As winter approaches, stores, cities and homeowners are stocking up on salt, gravel and sand in anticipation of slippery roads. But this annual ritual in colder climates could soon become unnecessary. Researchers report in ACS' journal Industrial & Engineering Chemistry Research a new road material that could de-ice itself.

Every winter, when weather forecasters predict snow or icy conditions, local governments deploy trucks that dust roads with salt, sand or other chemical mixtures to help prevent ice build-up. Residents break out their own supply to keep their walkways and driveways from freezing over and becoming dangerously slick. But the de-icer doesn't stay on the streets for long. Melting snow and vehicles driving by wash or force it off, making re-application necessary. To break this cycle, Seda Kizilel and colleagues wanted to see if they could devise a way to ice-proof the road itself.

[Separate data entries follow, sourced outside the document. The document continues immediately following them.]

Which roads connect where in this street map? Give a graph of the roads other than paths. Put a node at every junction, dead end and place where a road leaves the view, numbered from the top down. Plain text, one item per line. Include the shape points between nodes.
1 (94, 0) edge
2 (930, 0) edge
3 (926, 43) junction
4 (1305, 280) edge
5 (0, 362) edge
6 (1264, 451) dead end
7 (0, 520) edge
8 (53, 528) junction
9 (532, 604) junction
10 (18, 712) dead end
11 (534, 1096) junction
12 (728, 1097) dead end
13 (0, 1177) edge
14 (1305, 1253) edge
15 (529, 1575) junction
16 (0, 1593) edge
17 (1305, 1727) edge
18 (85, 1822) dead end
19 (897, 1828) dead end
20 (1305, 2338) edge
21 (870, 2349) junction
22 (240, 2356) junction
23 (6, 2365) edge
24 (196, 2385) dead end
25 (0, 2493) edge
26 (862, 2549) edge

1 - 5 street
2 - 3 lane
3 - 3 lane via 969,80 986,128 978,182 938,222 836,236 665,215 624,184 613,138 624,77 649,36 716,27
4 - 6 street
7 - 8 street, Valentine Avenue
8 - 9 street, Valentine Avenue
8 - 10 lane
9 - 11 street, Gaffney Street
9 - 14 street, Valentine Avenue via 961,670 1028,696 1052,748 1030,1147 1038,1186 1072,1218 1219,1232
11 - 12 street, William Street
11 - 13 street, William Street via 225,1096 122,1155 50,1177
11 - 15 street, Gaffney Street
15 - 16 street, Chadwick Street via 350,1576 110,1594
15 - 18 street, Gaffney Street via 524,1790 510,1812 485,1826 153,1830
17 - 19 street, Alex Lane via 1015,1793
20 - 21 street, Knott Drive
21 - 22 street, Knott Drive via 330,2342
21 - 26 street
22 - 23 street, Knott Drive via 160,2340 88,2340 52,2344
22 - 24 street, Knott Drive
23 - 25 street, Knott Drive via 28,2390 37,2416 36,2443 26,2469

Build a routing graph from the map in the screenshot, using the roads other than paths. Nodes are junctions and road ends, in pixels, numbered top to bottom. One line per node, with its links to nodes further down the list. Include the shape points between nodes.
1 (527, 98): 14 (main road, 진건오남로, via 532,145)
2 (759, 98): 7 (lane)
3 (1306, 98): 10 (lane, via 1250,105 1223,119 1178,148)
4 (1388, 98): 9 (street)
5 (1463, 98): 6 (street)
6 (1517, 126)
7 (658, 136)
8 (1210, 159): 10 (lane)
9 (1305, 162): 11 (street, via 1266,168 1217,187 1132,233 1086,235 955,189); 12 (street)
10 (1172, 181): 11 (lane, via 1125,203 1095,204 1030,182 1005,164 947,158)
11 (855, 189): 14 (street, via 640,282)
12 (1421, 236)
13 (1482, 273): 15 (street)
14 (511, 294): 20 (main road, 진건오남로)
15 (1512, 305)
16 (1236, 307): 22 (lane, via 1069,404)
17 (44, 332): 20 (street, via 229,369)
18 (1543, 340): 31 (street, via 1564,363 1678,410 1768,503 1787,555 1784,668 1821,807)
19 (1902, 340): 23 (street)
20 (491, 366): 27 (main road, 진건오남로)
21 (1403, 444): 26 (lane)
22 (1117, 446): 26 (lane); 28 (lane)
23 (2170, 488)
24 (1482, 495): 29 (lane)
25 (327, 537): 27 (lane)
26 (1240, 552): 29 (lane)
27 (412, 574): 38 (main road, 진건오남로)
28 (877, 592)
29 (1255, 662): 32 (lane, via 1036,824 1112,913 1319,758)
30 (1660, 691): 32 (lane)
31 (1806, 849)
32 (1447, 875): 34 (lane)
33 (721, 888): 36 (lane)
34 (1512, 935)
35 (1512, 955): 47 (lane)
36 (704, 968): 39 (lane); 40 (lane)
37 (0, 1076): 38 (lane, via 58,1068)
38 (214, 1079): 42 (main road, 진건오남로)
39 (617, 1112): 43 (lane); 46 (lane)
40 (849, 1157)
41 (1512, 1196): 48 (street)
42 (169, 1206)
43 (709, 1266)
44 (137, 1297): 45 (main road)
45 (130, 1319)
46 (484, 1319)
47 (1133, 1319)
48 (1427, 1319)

The researchers started with the salt potassium formate and combined it with the polymer styrene-butadiene-styrene. They added this mixture to bitumen, a major component of asphalt. The resulting material was just as sturdy as unmodified bitumen, and it significantly delayed ice formation in lab studies. The new composite released de-icing salt for two months in the lab, but the effects could last even longer when used on real roads, the researchers note. In that instance, the salt-polymer composite would be evenly embedded throughout the asphalt. Thus, as cars and trucks drive over and wear away the pavement, the salt could continually be released -- potentially for years.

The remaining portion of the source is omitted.